Michael de Mond Davis - Early Life

Early Life

Born in Washington, D.C., the son of John P. Davis and Marguerite DeMond Davis, Mike D. Davis grew up in the bosom of the dignified black middle class of Washington D.C. and New York City. His father, John P. Davis was a graduate of Harvard Law School and his mother was a graduate of Syracuse University. John P. Davis became prominent for his work with the Joint Committee on National Recovery and the founding of the National Negro Congress in 1935. He went on to found Our World magazine in 1946, a full-size, nationally-distributed magazine edited for African American readers. He also published the American Negro Reference book, covering virtually every aspect of African-American life, present and past. Mike Davis was the grandson of Dr. William Henry Davis and the Reverend Abraham Lincoln DeMond

In 1943, the first lawsuit challenging segregated schools in Washington, D.C was brought in Michael D. Davis's name by his father, John P. Davis. The Washington Star was highly critical of an African-American lawyer legally challenging the District's Dual school system when the principal of Noyes School refused to admit Mike Davis at the age of 5-years old, stating that the District citizens had long accepted separate schools for blacks and whites and that the suit brought by John P. Davis would cause even deeper divisions in the nation's capital.
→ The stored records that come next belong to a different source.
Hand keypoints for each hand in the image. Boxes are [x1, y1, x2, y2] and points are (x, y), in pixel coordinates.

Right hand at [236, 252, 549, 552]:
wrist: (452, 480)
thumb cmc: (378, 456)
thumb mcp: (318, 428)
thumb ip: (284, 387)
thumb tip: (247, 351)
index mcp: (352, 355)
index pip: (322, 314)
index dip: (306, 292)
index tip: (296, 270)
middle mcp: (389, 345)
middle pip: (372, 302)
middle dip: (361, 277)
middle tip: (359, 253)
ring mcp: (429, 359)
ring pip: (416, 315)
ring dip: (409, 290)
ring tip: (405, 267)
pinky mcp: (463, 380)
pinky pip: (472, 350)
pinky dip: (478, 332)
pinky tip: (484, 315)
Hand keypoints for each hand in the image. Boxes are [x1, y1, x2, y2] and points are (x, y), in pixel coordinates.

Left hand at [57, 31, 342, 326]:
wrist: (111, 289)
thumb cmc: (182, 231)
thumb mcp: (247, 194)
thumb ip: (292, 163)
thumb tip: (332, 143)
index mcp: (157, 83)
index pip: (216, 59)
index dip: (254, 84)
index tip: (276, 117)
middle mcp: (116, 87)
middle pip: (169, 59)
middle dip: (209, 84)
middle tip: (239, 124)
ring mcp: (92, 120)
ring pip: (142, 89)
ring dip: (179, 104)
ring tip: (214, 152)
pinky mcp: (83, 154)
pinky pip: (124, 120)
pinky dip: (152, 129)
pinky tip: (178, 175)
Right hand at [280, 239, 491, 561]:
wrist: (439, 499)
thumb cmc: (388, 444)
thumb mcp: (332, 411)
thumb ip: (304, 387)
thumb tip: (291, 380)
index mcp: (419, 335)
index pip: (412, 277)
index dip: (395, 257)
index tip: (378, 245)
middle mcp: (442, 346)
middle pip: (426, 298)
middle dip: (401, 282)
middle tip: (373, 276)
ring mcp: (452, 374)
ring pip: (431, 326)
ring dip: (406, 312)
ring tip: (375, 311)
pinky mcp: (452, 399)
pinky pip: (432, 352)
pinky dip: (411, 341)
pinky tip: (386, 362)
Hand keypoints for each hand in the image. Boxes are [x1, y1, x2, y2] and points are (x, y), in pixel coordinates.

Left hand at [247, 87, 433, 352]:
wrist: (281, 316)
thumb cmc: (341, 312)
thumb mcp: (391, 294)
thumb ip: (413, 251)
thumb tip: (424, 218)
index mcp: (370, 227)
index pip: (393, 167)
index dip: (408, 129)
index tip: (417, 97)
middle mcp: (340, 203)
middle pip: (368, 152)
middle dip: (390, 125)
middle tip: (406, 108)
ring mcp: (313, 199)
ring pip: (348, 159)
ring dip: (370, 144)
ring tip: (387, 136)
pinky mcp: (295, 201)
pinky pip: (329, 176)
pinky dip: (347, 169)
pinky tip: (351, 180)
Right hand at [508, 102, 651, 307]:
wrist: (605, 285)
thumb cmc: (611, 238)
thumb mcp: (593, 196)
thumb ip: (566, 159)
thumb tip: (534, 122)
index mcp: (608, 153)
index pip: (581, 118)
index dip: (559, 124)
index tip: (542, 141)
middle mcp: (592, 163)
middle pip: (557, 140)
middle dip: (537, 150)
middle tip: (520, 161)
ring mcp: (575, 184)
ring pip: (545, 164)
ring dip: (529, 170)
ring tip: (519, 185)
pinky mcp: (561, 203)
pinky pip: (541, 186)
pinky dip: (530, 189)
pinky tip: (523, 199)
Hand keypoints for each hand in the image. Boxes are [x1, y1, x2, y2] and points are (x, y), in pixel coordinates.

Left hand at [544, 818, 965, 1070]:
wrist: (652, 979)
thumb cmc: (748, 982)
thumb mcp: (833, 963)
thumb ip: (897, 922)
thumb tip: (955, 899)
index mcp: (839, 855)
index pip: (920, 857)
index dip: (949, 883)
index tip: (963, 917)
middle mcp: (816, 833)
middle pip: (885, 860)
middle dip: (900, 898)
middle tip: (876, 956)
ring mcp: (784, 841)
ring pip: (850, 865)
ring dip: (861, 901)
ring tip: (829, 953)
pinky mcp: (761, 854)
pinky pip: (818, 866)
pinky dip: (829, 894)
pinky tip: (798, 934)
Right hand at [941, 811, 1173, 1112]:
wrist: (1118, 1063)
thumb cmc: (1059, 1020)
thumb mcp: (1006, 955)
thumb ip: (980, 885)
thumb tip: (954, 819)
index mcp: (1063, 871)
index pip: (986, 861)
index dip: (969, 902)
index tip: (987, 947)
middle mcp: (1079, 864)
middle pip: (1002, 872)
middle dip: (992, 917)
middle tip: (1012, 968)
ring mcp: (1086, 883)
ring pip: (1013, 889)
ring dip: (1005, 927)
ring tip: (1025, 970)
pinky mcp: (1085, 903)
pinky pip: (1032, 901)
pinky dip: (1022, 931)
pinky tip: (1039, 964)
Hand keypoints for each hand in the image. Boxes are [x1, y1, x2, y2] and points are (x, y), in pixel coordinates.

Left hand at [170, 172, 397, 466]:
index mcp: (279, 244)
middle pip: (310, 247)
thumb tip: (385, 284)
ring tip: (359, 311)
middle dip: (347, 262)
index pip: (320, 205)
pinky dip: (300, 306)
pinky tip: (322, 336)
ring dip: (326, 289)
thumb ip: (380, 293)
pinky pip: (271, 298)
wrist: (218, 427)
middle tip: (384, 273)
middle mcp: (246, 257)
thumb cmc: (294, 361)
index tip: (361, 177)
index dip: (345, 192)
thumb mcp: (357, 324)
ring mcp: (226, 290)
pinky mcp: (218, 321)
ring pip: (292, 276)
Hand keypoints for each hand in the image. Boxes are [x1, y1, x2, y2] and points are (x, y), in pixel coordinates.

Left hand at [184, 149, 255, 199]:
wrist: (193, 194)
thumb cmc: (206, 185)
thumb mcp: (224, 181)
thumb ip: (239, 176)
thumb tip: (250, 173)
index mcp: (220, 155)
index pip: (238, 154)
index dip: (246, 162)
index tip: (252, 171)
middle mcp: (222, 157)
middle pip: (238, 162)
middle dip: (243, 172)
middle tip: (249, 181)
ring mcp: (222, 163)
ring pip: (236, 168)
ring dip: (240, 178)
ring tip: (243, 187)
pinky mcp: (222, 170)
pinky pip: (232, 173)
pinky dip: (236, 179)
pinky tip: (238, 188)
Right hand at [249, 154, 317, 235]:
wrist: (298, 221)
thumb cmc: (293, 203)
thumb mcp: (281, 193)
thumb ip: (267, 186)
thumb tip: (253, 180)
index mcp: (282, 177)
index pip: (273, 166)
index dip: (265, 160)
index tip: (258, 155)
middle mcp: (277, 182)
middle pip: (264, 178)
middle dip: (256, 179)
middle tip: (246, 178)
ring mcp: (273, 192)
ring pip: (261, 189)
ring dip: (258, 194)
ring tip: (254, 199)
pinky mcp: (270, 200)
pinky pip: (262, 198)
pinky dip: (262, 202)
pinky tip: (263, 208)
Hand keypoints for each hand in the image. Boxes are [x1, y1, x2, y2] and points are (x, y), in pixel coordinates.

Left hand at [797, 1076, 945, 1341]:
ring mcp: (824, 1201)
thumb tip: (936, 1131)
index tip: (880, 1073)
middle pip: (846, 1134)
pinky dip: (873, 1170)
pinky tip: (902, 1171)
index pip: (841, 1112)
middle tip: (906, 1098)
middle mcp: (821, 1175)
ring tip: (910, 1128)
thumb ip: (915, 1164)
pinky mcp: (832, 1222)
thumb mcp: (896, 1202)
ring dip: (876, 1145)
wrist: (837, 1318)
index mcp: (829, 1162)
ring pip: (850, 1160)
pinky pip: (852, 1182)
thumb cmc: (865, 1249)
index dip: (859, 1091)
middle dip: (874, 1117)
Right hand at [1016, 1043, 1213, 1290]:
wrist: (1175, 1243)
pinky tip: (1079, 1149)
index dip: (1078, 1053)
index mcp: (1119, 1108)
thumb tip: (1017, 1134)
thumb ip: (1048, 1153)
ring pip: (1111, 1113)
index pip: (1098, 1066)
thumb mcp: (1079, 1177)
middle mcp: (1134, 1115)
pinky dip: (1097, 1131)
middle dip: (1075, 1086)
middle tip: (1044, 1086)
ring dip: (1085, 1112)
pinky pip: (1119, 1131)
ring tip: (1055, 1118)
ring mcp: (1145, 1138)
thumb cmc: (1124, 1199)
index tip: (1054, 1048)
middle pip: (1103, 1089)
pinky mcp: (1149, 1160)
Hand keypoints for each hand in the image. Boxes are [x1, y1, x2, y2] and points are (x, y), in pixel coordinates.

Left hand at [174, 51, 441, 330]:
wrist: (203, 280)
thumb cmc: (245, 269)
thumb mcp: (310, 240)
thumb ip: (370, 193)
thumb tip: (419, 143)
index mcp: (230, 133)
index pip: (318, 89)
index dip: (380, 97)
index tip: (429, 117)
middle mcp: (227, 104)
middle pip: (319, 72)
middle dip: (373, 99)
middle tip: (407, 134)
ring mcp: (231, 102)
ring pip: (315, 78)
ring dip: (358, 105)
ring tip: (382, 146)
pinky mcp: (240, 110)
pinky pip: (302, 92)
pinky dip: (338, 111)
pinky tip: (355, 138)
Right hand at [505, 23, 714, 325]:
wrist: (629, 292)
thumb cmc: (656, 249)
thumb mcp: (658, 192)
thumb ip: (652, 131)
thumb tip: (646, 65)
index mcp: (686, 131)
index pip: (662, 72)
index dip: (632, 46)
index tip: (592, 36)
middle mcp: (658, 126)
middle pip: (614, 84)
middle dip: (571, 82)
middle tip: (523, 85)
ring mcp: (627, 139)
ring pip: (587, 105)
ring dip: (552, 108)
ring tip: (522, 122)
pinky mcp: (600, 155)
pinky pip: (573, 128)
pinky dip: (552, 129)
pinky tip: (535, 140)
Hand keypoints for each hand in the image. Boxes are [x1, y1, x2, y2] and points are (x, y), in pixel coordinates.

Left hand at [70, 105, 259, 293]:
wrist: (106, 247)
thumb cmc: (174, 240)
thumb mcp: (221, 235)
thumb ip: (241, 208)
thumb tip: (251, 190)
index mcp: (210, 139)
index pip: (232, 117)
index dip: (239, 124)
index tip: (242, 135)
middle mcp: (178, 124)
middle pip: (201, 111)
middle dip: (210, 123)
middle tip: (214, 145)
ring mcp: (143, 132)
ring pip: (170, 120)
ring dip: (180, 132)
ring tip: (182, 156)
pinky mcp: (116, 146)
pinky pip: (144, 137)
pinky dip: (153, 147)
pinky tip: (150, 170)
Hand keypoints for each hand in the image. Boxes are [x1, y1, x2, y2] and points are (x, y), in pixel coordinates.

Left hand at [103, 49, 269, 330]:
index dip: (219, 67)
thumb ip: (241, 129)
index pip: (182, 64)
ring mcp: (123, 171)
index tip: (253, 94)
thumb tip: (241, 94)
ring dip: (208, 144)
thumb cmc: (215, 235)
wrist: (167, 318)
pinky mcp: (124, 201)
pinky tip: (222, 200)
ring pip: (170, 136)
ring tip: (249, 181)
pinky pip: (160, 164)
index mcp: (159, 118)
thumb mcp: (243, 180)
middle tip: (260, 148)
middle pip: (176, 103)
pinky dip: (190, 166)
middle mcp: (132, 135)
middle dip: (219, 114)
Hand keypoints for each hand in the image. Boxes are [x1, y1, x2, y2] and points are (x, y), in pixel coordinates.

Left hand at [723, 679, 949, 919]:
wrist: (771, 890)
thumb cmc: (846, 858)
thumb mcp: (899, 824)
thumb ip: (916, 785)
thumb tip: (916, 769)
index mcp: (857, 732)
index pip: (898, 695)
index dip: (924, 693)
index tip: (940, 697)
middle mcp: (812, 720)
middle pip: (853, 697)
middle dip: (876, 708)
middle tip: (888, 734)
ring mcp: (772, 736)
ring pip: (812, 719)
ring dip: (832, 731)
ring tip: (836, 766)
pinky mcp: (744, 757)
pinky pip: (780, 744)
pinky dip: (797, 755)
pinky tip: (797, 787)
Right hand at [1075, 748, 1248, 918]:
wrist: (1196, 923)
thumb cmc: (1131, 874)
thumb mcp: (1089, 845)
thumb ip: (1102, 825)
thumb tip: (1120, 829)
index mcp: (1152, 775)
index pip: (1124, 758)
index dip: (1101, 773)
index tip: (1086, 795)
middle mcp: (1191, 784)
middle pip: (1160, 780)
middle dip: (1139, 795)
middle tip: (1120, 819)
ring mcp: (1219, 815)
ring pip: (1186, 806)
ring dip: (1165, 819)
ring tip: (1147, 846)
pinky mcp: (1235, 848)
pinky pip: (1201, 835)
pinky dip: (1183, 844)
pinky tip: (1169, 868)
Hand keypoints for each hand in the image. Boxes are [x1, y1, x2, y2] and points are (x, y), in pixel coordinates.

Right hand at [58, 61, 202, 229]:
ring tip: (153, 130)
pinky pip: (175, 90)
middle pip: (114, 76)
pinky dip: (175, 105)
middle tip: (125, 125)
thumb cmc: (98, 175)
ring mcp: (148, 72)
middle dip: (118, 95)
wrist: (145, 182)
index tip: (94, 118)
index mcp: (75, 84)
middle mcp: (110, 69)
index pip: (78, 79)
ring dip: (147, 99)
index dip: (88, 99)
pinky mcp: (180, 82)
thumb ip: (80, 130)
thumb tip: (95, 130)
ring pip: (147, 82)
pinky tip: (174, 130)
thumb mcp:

The U.S. Congress, in response to John P. Davis's suit, appropriated federal funds to construct the Lucy D. Slowe elementary school directly across the street from his Brookland home in the neighborhood of Washington, D.C. Davis attended the Fieldston school in New York, New York.

As a student at Morehouse College in Atlanta, Georgia and a member of the Southern Christian Leadership Conference (SCLC), he worked closely with Dr. Martin Luther King Jr., and was a leader of the student sit-in movement. He was arrested many times in Atlanta's bus stations and department stores. Michael Davis married Dollie "Troy" Smith and had four children, Michelle Davis, Derwin Davis, Rebecca Davis and Rochelle Davis.